*** Opening DATASET ENTRIES ***

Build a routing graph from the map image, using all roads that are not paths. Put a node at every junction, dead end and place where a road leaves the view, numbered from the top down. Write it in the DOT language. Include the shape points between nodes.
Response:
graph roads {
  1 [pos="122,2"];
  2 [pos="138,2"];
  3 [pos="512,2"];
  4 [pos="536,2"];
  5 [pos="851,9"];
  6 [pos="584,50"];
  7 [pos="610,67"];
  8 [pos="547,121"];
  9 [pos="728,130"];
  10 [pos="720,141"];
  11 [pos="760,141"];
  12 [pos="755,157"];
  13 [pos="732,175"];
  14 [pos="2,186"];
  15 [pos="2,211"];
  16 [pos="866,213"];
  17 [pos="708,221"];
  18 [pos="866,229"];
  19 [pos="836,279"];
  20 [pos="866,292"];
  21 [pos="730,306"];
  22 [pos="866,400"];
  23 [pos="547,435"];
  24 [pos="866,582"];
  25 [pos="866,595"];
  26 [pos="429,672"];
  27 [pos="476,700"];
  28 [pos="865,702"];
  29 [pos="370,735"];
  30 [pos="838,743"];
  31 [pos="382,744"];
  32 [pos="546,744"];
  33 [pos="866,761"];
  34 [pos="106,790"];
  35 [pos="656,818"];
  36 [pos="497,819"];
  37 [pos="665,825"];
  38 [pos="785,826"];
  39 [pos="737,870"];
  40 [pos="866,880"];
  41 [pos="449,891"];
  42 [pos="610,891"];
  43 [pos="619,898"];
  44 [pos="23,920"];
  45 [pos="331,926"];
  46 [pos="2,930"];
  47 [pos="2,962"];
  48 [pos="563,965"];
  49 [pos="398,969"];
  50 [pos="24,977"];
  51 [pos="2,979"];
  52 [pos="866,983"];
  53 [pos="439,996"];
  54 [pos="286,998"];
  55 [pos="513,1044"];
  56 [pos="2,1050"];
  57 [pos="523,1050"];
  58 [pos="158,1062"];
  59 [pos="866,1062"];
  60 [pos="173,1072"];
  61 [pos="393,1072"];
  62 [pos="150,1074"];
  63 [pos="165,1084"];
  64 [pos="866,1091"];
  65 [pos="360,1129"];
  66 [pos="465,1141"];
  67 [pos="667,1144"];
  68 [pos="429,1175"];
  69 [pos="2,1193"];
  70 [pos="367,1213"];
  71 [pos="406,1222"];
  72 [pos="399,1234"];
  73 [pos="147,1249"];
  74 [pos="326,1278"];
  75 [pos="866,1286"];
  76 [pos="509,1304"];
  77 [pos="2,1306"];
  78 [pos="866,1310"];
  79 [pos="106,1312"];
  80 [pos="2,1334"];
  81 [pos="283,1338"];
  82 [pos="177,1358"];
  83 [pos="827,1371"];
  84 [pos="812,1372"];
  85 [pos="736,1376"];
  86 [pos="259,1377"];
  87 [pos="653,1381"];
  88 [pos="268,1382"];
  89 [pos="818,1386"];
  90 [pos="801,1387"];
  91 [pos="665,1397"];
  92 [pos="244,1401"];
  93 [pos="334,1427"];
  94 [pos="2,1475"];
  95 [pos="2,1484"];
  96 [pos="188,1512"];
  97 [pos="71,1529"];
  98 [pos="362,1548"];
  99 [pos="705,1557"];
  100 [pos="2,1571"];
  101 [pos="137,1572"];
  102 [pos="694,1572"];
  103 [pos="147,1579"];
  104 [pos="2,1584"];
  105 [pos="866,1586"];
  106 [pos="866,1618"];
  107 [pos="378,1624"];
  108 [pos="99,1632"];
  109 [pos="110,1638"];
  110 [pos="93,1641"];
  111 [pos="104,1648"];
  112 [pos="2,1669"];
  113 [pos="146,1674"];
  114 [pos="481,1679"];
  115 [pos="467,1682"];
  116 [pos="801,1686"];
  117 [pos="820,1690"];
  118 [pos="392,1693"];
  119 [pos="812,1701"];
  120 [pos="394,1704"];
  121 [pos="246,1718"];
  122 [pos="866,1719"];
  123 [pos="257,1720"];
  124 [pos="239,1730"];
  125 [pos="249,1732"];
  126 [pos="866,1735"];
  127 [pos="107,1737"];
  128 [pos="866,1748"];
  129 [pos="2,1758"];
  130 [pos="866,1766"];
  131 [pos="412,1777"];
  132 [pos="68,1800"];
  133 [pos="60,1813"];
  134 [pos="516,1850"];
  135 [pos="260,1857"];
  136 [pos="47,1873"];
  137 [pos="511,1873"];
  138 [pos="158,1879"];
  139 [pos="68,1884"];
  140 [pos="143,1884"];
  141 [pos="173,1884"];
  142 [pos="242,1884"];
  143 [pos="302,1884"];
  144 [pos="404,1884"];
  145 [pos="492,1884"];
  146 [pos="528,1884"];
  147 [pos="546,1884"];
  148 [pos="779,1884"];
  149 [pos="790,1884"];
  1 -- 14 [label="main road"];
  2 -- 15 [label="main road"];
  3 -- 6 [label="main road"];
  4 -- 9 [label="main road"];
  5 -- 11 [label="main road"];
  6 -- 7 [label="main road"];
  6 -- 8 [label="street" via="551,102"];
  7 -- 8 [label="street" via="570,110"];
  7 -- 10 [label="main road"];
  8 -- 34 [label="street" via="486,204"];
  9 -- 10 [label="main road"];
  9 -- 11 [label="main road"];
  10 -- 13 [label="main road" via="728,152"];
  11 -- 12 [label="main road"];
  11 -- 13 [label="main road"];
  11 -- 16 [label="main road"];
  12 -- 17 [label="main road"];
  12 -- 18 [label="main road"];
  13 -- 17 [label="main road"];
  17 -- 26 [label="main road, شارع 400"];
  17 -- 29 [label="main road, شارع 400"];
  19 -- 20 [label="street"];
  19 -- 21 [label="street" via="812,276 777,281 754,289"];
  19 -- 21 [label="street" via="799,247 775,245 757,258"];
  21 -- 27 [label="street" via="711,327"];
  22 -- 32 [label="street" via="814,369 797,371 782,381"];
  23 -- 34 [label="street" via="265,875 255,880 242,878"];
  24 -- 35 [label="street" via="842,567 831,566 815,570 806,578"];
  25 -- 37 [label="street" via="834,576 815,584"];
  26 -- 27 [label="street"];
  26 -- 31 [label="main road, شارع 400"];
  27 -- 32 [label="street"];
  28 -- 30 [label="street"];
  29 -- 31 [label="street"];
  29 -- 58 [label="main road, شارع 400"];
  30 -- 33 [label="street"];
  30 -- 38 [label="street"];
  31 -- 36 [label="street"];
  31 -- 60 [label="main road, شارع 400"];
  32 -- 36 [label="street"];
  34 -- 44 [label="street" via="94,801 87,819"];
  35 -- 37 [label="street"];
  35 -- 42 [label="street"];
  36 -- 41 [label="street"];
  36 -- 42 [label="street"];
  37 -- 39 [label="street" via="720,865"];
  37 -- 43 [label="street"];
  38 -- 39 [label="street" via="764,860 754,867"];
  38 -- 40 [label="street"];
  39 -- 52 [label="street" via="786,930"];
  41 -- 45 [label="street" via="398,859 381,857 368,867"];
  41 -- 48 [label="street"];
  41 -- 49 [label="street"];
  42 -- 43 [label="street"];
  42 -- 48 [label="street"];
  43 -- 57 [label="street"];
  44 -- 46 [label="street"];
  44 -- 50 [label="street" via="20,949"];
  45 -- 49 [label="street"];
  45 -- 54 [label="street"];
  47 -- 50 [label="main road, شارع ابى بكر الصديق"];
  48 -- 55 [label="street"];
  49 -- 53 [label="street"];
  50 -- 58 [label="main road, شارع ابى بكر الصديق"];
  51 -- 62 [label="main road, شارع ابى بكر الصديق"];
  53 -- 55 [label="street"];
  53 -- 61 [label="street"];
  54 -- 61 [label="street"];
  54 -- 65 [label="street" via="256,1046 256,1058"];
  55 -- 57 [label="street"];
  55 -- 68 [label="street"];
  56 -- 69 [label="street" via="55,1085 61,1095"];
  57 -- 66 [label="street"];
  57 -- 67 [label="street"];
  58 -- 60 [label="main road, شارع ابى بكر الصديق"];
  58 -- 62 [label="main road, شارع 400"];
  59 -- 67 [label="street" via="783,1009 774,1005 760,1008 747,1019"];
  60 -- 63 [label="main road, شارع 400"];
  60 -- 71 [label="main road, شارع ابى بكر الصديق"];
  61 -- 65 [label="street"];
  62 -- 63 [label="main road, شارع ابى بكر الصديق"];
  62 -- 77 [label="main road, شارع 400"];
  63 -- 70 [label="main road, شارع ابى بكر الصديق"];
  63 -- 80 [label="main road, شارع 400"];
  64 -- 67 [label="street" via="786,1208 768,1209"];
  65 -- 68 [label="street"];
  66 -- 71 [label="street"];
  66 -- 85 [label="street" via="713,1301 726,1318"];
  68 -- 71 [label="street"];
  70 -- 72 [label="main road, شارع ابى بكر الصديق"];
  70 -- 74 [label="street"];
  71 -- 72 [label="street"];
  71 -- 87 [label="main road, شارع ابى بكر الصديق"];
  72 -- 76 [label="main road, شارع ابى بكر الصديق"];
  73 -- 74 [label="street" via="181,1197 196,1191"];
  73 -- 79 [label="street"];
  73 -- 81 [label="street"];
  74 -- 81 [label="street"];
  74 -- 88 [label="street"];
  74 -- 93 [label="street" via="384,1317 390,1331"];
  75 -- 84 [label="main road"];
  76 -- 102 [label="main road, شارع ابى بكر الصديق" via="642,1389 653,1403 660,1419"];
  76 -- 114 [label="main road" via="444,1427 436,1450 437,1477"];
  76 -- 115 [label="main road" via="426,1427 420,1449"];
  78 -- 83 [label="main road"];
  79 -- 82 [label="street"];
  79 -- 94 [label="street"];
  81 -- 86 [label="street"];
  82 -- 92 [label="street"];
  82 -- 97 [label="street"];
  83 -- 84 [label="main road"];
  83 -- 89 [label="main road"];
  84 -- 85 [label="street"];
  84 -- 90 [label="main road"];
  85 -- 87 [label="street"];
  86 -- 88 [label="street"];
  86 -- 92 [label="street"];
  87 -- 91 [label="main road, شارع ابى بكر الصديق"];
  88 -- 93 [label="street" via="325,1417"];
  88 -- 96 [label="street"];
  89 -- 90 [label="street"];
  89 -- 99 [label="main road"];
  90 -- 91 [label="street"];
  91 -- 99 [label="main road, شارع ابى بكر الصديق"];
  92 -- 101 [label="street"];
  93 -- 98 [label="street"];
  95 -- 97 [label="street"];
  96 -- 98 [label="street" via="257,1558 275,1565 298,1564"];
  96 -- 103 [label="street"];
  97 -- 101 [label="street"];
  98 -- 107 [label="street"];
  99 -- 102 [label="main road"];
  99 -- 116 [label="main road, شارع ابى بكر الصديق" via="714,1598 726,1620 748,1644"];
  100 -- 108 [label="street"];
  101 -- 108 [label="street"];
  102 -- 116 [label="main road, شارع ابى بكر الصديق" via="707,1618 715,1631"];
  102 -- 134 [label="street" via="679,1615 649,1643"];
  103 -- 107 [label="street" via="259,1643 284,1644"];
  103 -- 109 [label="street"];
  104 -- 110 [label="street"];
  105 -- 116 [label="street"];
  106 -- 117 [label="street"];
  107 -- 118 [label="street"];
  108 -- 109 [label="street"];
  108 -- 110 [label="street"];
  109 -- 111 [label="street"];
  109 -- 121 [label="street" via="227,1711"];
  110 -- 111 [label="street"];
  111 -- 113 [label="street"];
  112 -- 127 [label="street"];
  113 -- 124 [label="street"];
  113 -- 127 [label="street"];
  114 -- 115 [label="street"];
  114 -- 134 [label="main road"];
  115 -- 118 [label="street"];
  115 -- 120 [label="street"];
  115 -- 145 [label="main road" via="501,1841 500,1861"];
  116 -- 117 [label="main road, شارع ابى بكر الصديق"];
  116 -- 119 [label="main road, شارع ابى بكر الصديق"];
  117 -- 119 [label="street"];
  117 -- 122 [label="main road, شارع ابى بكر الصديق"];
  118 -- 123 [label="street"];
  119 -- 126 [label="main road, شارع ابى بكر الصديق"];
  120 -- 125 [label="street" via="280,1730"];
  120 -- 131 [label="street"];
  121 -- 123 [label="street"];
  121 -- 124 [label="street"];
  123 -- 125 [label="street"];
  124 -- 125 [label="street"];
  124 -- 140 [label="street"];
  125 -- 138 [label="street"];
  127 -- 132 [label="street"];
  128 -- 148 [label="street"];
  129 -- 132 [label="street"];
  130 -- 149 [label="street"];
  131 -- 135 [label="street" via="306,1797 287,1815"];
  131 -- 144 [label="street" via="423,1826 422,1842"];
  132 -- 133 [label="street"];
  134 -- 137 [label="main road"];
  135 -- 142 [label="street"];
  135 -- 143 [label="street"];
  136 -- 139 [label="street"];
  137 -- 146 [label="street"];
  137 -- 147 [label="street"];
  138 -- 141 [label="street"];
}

*** Closing DATASET ENTRIES ***

WORK INSTRUCTION — Scan the records for the word "graph", and copy each line where it is found.

ANSWER SPACE —
Build a routing graph from the map image, using all roads that are not paths. Put a node at every junction, dead end and place where a road leaves the view, numbered from the top down. Write it in the DOT language. Include the shape points between nodes.
graph roads {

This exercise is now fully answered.